Huang Ling-Xiao, Li Ren-Liang, Sha Li-Xiao, Lin Xiao-Hua
Department of Gynecology, People's Hospital of Wenzhou, Wenzhou, Zhejiang, China.
Medicine (Baltimore). 2018 Oct;97(42):e12765. doi: 10.1097/MD.0000000000012765.
This study aims to search for a new, economic, convenient, and low recurrence rate operation for the surgical management of pelvic organ prolapse (POP). The clinical value of the operation for treating POP was determined through retrospective case series. The new operation was called, pelvic autologous tissue reconstruction.Women with symptomatic uterine prolapse, who required surgery, were recruited. A total of 97 women [stage III to IV, according to POP quantification (POP-Q) staging] were collected from January 2010 to December 2016. Among these women, 61 women underwent a traditional operation (TO, vaginal hysterectomy and vaginal anterior and posterior wall repair), while the remaining women underwent pelvic autologous tissue reconstruction.First, there was no statistically significant difference in intraoperative blood loss, indwelling urethral catheter time, in-hospital time, and the time of passage of gas through the anus between the pelvic autologous reconstruction (PAR) and TO groups (P > .05). The average operation time in the PAR group was significantly longer than that in the TO group (P < .05). Second, ultrasonic parameters before and after the operation between the 2 groups were compared. The postoperative rotation angle of the urethra (UR), posterior vesicourethral angle (PVA), and bladder neck descent (BND) significantly decreased in the PAR group (P < .05). There was no statistically significant difference in UR between before and 12 months after surgery in the TO group (P > .05). Furthermore, BND increased in the TO group at 12 months after the operation, compared with that at 3 months after the operation (P < .05). There was no significant difference in PVA and UR before the surgery and at 3 and 12 months after the surgery between the 2 groups (P > .05). In addition, BND was significantly smaller in the PAR group than in the TO group at 3 and 12 months after the surgery (P < .05). Third, there was no statistically significant difference in PFIQ-7 and PISG-12 in both groups after surgery.The stability of the pelvic floor structure was better in the PAR group than in the TO group. Furthermore, PAR is better for preventing the occurrence of pelvic floor prolapse and stress urinary incontinence after surgery.

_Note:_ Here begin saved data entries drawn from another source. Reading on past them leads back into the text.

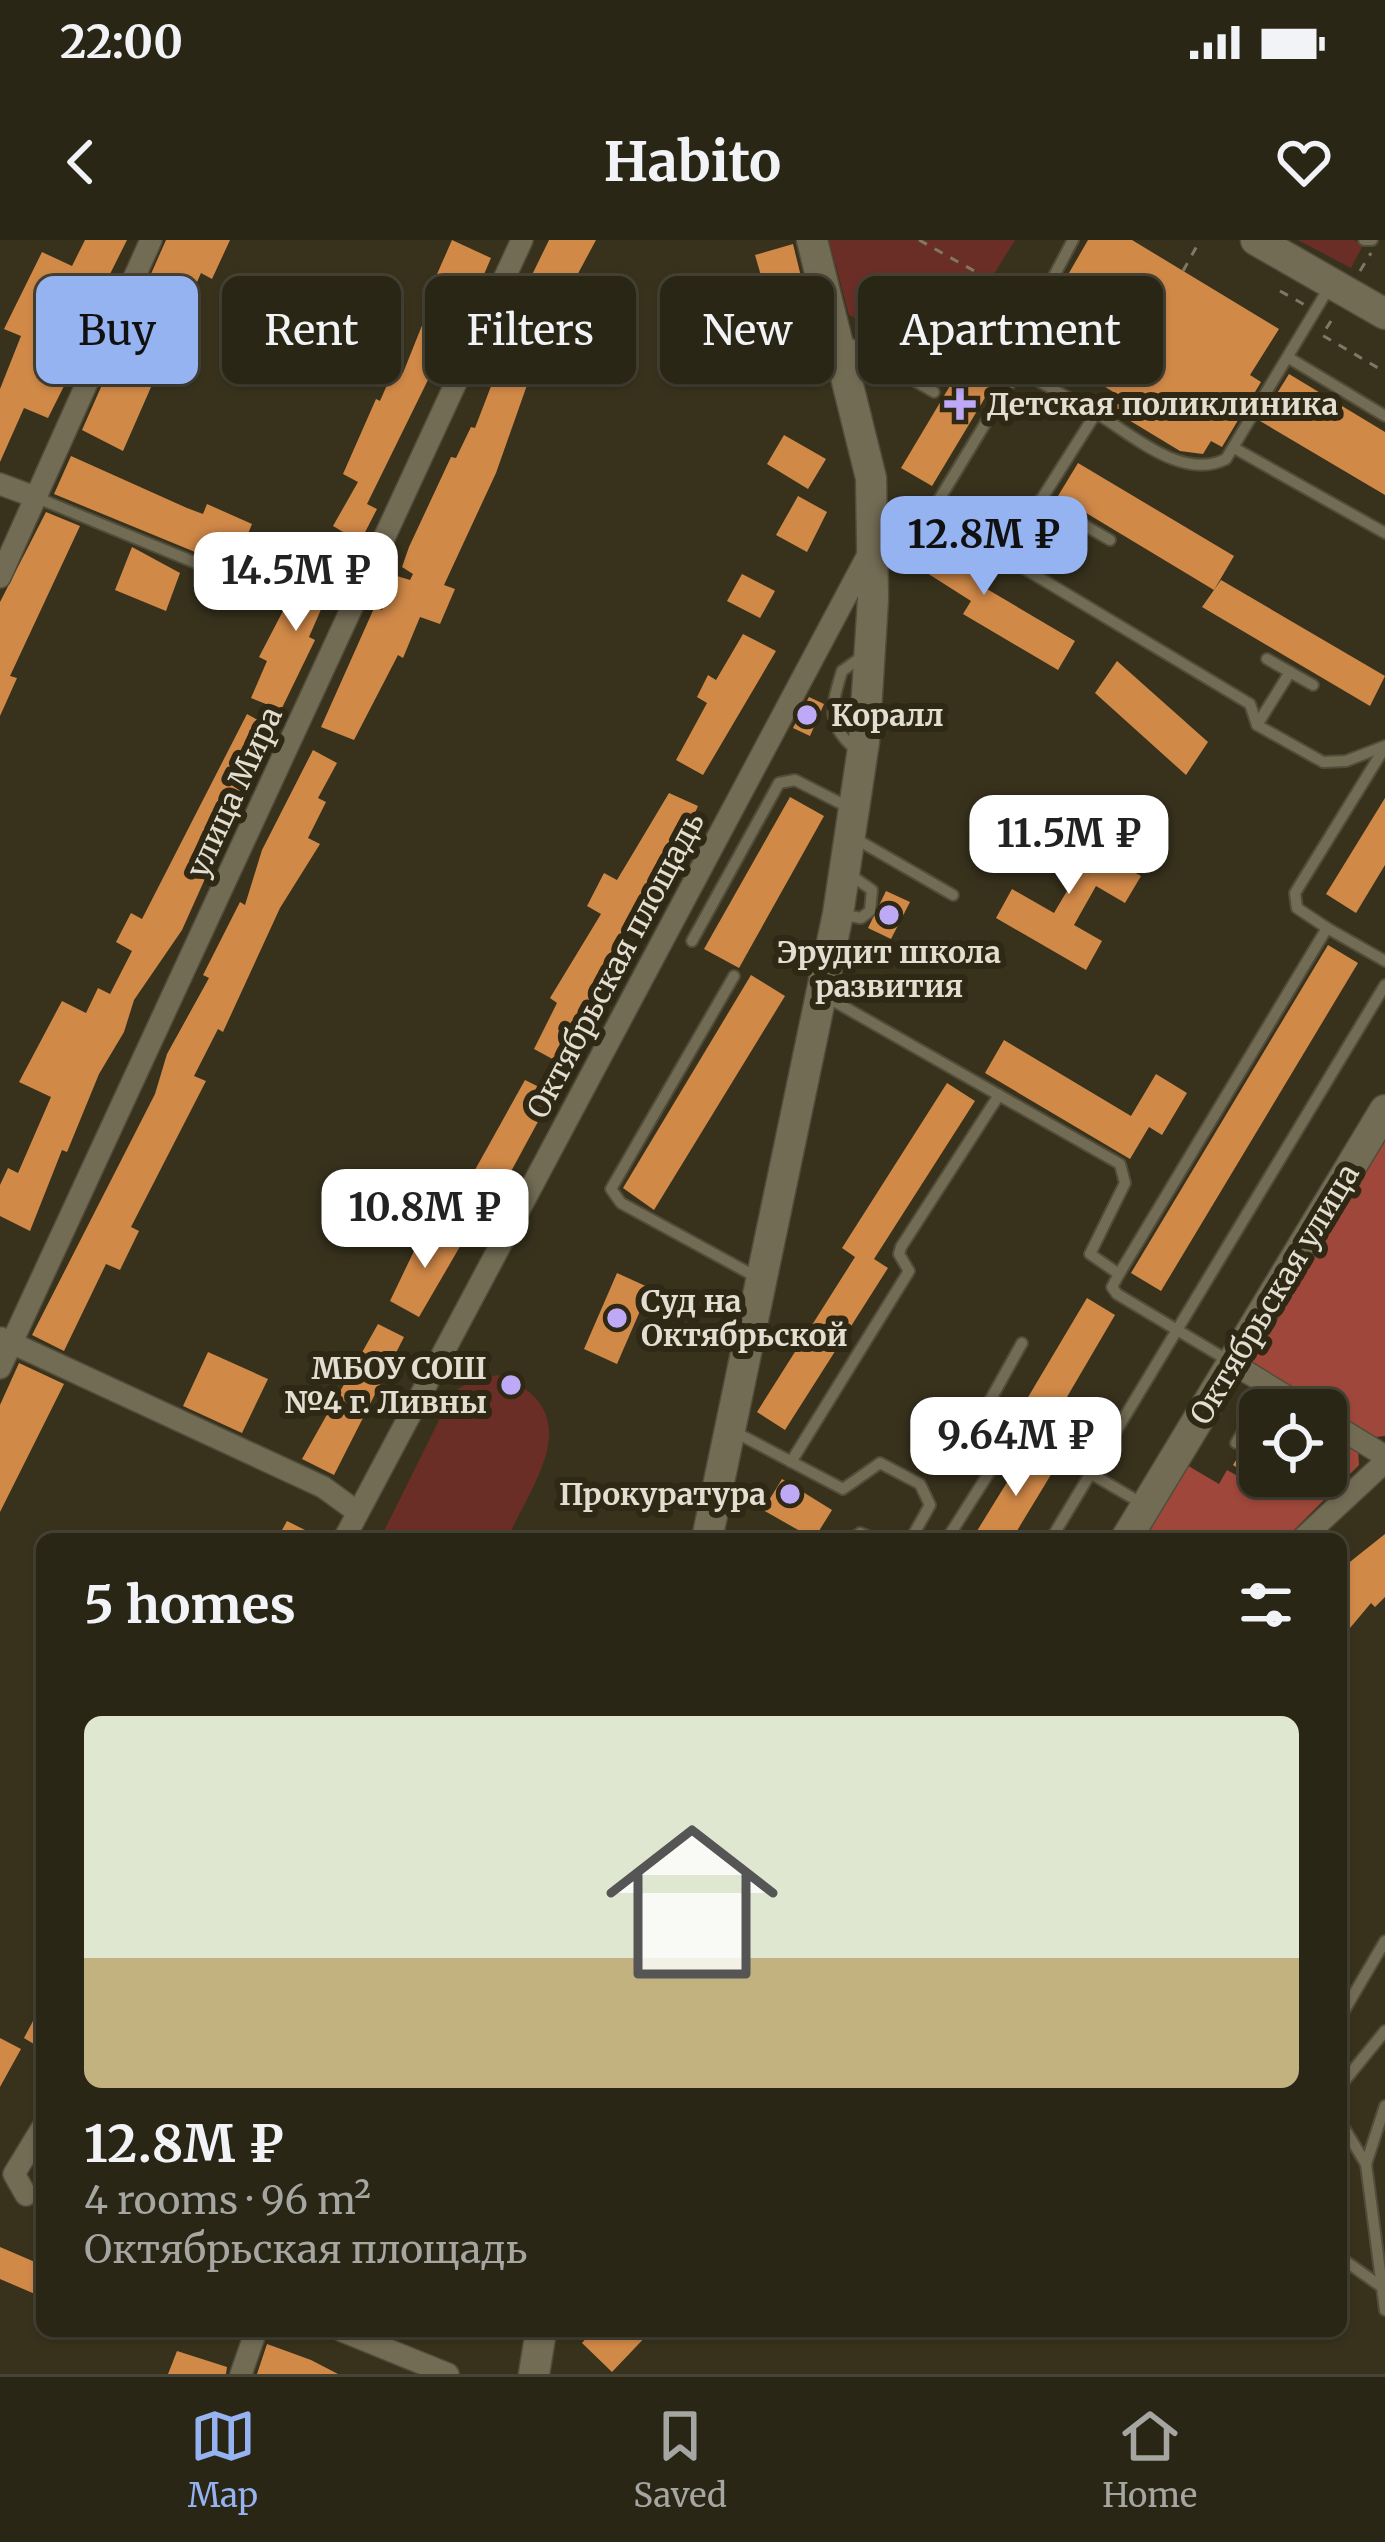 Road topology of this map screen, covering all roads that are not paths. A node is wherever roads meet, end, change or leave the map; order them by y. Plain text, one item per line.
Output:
1 (152, 240) edge
2 (522, 240) edge
3 (812, 240) edge
4 (1073, 240) edge
5 (1256, 240) edge
6 (1054, 276) edge
7 (1343, 281) junction
8 (1385, 314) edge
9 (839, 338) junction
10 (1289, 358) junction
11 (934, 392) dead end
12 (1096, 413) junction
13 (1385, 416) edge
14 (1236, 448) junction
15 (0, 484) edge
16 (35, 497) junction
17 (1040, 500) junction
18 (1385, 533) edge
19 (1110, 540) dead end
20 (872, 547) junction
21 (1005, 557) junction
22 (228, 576) dead end
23 (0, 577) edge
24 (1267, 659) dead end
25 (1290, 672) junction
26 (1313, 686) dead end
27 (1257, 725) junction
28 (1385, 747) edge
29 (855, 825) junction
30 (953, 895) dead end
31 (1328, 928) junction
32 (692, 940) dead end
33 (1385, 961) edge
34 (734, 976) dead end
35 (1385, 985) edge
36 (822, 995) junction
37 (999, 1095) junction
38 (1385, 1110) edge
39 (1119, 1274) junction
40 (763, 1281) junction
41 (1179, 1331) junction
42 (6, 1340) edge
43 (1022, 1343) dead end
44 (1230, 1366) junction
45 (0, 1368) edge
46 (1271, 1389) edge
47 (730, 1429) junction
48 (1016, 1430) junction
49 (1347, 1434) edge
50 (1236, 1443) dead end
51 (1385, 1459) edge
52 (791, 1462) junction
53 (1091, 1474) junction
54 (1146, 1506) junction
55 (356, 1511) junction
56 (347, 1533) edge
57 (708, 1533) edge
58 (914, 1533) edge
59 (951, 1533) edge
60 (1055, 1533) edge
61 (1130, 1533) edge
62 (1307, 1533) edge
63 (1385, 1941) edge
64 (1347, 2006) edge
65 (1385, 2031) edge
66 (1347, 2078) edge
67 (1385, 2106) edge
68 (1347, 2133) edge
69 (36, 2138) edge
70 (1366, 2164) junction
71 (0, 2188) edge
72 (34, 2198) edge
73 (1347, 2262) edge
74 (1379, 2285) junction
75 (1385, 2310) edge
76 (254, 2337) edge
77 (357, 2337) edge
78 (241, 2374) edge
79 (448, 2374) edge

1 - 16 street
2 - 42 street, улица Мира
3 - 9 street
4 - 6 lane
5 - 7 street
7 - 8 street
7 - 10 lane
9 - 11 lane
9 - 20 street
10 - 13 lane
10 - 14 lane
12 - 14 lane
12 - 17 lane
12 - 21 lane
14 - 18 lane
15 - 16 street
16 - 22 lane
16 - 23 street
17 - 19 lane
17 - 21 lane
20 - 29 street
20 - 55 street, Октябрьская площадь
21 - 27 lane
24 - 25 lane
25 - 26 lane
25 - 27 lane
27 - 28 lane
28 - 31 lane
29 - 30 lane
29 - 32 lane
29 - 36 street
31 - 33 lane
31 - 39 lane
34 - 40 lane
35 - 41 lane
36 - 37 lane
36 - 40 street
37 - 39 lane
37 - 52 lane
38 - 44 street, Октябрьская улица
39 - 41 lane
40 - 47 street
41 - 44 lane
41 - 53 lane
42 - 45 street, улица Мира
42 - 55 street
43 - 48 lane
44 - 46 street
44 - 50 lane
44 - 54 street, Октябрьская улица
47 - 52 lane
47 - 57 street
48 - 53 lane
48 - 59 lane
49 - 51 street
51 - 62 street
52 - 58 lane
53 - 54 lane
53 - 60 lane
54 - 61 street, Октябрьская улица
55 - 56 street, Октябрьская площадь
63 - 64 lane
65 - 66 lane
67 - 70 lane
68 - 70 lane
69 - 72 street
70 - 74 lane
71 - 72 street
73 - 74 lane
74 - 75 lane
76 - 78 street
77 - 79 street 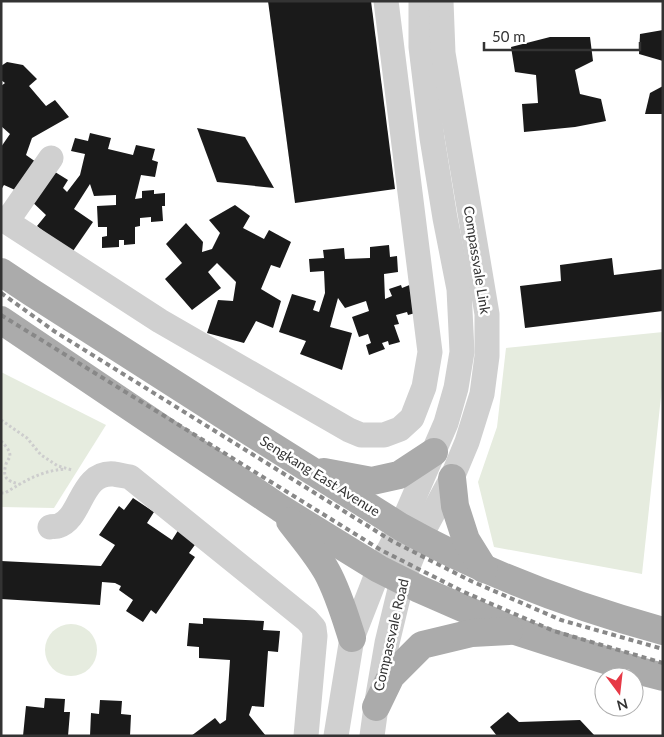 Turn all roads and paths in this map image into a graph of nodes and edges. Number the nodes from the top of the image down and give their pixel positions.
1 (386, 1) edge
2 (421, 1) edge
3 (441, 1) edge
4 (51, 158) dead end
5 (4, 219) edge
6 (1, 272) edge
7 (8, 328) edge
8 (1, 420) edge
9 (1, 441) edge
10 (434, 452) junction
11 (58, 466) dead end
12 (67, 469) dead end
13 (310, 470) junction
14 (452, 478) junction
15 (20, 484) junction
16 (1, 493) edge
17 (280, 508) junction
18 (50, 527) dead end
19 (410, 532) junction
20 (484, 569) junction
21 (391, 575) junction
22 (515, 631) junction
23 (663, 631) edge
24 (352, 638) junction
25 (663, 677) edge
26 (376, 707) junction
27 (306, 736) edge
28 (336, 736) edge
29 (372, 736) edge

1 - 5 street
2 - 10 street, Compassvale Link
3 - 14 street, Compassvale Link
4 - 5 street
6 - 13 main road, Sengkang East Avenue
7 - 17 main road
8 - 11 path
9 - 15 path
10 - 13 main road
10 - 19 street, Compassvale Link
12 - 15 path
13 - 19 main road, Sengkang East Avenue
14 - 19 street, Compassvale Link
14 - 20 main road
15 - 16 path
17 - 21 main road
17 - 24 main road
18 - 27 street
19 - 20 main road, Sengkang East Avenue
19 - 21 street, Compassvale Road
20 - 23 main road, Sengkang East Avenue
21 - 22 main road
21 - 24 street, Compassvale Road
21 - 26 street, Compassvale Road
22 - 25 main road
22 - 26 main road
24 - 28 street, Compassvale Road
26 - 29 street, Compassvale Road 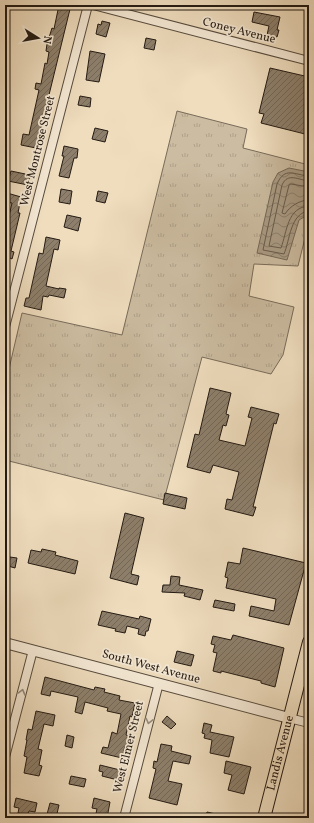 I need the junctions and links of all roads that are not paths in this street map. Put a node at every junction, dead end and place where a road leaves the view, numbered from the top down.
1 (88, 5) edge
2 (93, 5) edge
3 (309, 61) edge
4 (5, 327) edge
5 (309, 642) edge
6 (5, 643) edge
7 (33, 650) junction
8 (158, 683) junction
9 (289, 718) junction
10 (309, 723) edge
11 (5, 757) edge
12 (124, 818) edge
13 (264, 818) edge

1 - 4 street, West Montrose Street
2 - 3 street, Coney Avenue
5 - 9 main road, Landis Avenue
6 - 7 street, South West Avenue
7 - 8 street, South West Avenue
11 -> 7 street
8 - 9 street, South West Avenue
8 -> 12 street, West Elmer Street
9 - 10 street
9 - 13 main road, Landis Avenue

本研究旨在寻找一种用于盆腔器官脱垂(POP)手术治疗的新型、经济、便捷且复发率低的手术方式。通过回顾性病例系列研究确定该手术治疗POP的临床价值。这种新型手术被称为盆腔自体组织重建术。招募有症状且需要手术治疗的子宫脱垂女性患者。从2010年1月至2016年12月共收集了97名女性患者[根据盆腔器官脱垂定量(POP-Q)分期为III至IV期]。在这些女性患者中,61名接受了传统手术(TO,经阴道子宫切除术及阴道前后壁修补术),其余患者接受了盆腔自体组织重建术。首先,盆腔自体组织重建术(PAR)组与TO组在术中失血量、留置导尿管时间、住院时间及肛门排气时间方面无统计学显著差异(P>0.05)。PAR组的平均手术时间显著长于TO组(P<0.05)。其次,比较两组手术前后的超声参数。PAR组术后尿道旋转角度(UR)、膀胱尿道后角(PVA)及膀胱颈下移(BND)显著降低(P<0.05)。TO组手术前与术后12个月的UR无统计学显著差异(P>0.05)。此外,与术后3个月相比,TO组术后12个月的BND增加(P<0.05)。两组手术前及术后3个月和12个月的PVA及UR无显著差异(P>0.05)。另外,术后3个月和12个月时,PAR组的BND显著小于TO组(P<0.05)。第三,两组术后的PFIQ-7和PISG-12无统计学显著差异。PAR组盆底结构的稳定性优于TO组。此外,PAR在预防术后盆底脱垂和压力性尿失禁的发生方面效果更佳。